A firearms enthusiast, he invested in businesses that were in bad shape financially, including Cerberus’ 2007 acquisition of the gunmaker Remington, which declared bankruptcy in 2018 and again in 2020.

Colby, whose grandfather William Colby served as CIA director under Presidents Richard Nixon and Gerald Ford, served in the Pentagon during the first Trump administration. In October, he said in an interview with a New York Times opinion writer that China presented the greatest military threat to the United States, and he praised Trump for what he called a “mix of flexibility and pragmatism” for his willingness to negotiate with Russian President Vladimir Putin, Chinese President Xi Jinping and Kim Jong Un, the leader of North Korea.

Regarding Ukraine, Colby said the country needed sufficient arms for its war with Russia, adding that he would support “an intensification of sanctions” against Moscow. He also said he did not believe that Ukraine should become a member of NATO.

Duffey served in the Office of Management and Budget in the first Trump administration and was at the center of a major episode. It was Duffey who asked the Pentagon to freeze $250 million in scheduled military aid to Ukraine after a phone call between Trump and Ukrainian President Volodymyr Zelenskyy in which Trump asked Zelenskyy to investigate his political rival Joe Biden. That call between the two presidents led to Trump’s first impeachment.

Michael served as an executive at ride-sharing company Uber, where he supported hiring investigators to pursue journalists who wrote articles critical of the company. He left Uber in 2017 after a report that he had visited an escort bar in South Korea as part of a business trip, which made some co-workers uncomfortable and led to a complaint to the company’s human resources department.

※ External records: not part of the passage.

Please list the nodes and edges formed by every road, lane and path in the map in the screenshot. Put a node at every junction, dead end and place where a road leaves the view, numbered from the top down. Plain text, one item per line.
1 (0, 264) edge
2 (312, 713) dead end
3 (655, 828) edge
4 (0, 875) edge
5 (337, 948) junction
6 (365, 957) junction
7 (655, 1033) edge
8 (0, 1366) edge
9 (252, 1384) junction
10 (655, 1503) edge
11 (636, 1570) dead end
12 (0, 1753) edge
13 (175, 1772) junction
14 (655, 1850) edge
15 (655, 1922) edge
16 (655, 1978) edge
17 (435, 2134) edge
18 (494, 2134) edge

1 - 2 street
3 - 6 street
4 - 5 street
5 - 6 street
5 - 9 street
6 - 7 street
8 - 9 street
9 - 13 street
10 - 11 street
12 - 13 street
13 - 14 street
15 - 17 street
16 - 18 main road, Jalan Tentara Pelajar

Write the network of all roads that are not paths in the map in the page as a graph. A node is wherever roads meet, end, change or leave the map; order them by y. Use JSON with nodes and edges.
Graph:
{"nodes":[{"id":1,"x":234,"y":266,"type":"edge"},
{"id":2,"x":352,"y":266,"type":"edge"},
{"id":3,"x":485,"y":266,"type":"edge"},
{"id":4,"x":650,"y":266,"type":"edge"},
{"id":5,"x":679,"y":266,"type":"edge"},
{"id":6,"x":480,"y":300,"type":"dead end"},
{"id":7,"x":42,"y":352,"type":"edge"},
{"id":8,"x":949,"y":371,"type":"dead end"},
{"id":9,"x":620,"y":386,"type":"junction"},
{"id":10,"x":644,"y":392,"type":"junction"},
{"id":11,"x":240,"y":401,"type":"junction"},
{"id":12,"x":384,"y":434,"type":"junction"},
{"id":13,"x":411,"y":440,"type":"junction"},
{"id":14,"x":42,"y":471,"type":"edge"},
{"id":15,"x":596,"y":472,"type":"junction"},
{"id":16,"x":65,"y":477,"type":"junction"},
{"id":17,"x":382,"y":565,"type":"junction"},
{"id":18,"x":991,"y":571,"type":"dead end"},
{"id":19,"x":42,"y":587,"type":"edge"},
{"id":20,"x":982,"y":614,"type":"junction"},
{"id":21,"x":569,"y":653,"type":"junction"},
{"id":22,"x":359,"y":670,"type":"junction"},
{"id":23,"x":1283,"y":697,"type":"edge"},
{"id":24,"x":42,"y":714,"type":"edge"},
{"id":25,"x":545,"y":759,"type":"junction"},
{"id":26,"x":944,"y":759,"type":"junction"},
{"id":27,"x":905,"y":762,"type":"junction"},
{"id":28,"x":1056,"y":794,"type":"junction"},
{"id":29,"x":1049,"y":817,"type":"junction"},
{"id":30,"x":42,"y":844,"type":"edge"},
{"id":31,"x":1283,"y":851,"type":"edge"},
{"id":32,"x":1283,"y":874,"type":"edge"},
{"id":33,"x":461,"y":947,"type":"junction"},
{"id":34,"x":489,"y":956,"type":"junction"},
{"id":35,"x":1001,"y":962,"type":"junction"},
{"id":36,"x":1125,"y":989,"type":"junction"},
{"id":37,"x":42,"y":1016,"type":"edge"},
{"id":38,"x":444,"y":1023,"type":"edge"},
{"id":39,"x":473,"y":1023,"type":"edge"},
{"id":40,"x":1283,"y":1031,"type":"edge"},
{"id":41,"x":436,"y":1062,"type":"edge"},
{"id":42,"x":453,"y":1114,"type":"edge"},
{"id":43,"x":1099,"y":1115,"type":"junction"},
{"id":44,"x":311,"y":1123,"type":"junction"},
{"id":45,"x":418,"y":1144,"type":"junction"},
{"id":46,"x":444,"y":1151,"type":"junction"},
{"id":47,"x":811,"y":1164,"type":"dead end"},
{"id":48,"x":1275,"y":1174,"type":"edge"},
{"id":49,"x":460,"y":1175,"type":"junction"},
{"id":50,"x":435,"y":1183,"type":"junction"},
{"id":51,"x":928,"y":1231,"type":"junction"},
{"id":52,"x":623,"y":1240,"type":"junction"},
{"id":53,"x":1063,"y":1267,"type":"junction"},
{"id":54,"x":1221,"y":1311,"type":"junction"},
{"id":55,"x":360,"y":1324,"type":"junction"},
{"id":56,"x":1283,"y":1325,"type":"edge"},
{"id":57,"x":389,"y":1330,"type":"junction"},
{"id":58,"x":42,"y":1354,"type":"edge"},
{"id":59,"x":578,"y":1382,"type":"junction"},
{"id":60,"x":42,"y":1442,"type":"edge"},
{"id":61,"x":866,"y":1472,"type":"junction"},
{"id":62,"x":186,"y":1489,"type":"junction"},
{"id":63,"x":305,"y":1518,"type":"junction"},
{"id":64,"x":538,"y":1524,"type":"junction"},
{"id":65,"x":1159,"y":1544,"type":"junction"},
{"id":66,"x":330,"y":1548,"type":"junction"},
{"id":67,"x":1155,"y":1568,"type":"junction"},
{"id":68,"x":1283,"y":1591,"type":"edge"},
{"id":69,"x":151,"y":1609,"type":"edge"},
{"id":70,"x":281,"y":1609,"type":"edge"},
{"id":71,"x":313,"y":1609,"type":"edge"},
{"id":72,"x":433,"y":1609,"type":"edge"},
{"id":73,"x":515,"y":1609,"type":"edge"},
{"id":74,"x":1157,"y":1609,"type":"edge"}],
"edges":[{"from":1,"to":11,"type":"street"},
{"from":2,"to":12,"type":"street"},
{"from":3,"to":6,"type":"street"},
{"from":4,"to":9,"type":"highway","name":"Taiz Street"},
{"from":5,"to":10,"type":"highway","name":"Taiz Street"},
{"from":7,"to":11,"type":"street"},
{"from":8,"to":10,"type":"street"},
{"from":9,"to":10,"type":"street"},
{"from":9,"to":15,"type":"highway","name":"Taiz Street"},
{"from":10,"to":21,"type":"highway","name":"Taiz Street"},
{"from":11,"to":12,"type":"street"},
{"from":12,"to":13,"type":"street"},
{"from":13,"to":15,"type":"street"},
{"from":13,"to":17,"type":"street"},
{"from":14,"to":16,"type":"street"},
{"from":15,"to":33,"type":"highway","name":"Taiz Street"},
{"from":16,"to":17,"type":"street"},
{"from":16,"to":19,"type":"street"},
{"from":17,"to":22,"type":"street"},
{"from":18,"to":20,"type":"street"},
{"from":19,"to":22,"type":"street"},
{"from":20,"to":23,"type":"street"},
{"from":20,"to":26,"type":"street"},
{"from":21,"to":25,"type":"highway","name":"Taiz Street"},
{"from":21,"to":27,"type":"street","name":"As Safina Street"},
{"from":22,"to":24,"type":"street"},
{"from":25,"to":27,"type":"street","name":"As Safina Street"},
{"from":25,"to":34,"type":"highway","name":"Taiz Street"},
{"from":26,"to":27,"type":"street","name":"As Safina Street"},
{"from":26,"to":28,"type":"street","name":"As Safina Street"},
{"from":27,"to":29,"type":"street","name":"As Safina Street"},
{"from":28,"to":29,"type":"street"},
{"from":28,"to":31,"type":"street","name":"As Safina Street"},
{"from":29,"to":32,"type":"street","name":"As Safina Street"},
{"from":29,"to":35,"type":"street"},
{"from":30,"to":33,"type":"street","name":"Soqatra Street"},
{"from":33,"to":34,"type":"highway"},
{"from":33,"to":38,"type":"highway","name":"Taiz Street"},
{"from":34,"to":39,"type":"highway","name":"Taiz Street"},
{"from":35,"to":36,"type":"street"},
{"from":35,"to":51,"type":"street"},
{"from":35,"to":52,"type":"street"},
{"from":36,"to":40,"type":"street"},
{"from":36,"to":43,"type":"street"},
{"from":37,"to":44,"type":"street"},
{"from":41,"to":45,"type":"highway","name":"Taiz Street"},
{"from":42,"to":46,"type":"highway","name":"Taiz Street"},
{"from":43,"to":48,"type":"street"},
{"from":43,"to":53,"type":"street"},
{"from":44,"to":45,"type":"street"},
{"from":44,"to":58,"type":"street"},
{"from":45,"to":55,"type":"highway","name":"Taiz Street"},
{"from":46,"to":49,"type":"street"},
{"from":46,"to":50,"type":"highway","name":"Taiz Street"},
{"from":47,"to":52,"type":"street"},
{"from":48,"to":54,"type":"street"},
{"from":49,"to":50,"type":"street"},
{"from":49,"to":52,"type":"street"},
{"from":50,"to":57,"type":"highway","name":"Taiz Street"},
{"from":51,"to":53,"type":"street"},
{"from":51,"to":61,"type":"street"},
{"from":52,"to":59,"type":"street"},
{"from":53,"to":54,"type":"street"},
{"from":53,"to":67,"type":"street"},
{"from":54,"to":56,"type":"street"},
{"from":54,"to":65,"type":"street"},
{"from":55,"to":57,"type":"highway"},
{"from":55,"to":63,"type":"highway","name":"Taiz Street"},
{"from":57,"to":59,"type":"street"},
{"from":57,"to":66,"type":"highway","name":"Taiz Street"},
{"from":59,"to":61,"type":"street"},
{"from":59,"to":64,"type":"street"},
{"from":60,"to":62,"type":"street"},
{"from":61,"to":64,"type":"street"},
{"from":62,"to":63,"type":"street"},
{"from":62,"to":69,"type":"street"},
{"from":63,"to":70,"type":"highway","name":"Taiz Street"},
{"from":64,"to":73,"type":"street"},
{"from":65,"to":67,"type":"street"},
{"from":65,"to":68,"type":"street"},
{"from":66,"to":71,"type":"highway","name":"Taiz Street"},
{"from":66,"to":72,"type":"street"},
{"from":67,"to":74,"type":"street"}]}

Michael is not Trump’s only prospective defense nominee with a cloud of scandal hanging over him. Trump’s choice for defense secretary, Pete Hegseth, has been accused of sexual assault, alcohol abuse and mismanagement of a nonprofit. He has denied the accusations. Hegseth has also vocally defended war criminals and spoken out about his opposition to women serving in combat roles in the U.S. military, even though a number of women have qualified in nearly all combat jobs the Pentagon has to offer since a policy banning women from those roles was lifted in 2015.

The once-tenuous candidacy of Hegseth, a former major in the Army National Guard and a former weekend host of “Fox & Friends,” appears more plausible after he secured the support of some key senators in recent weeks.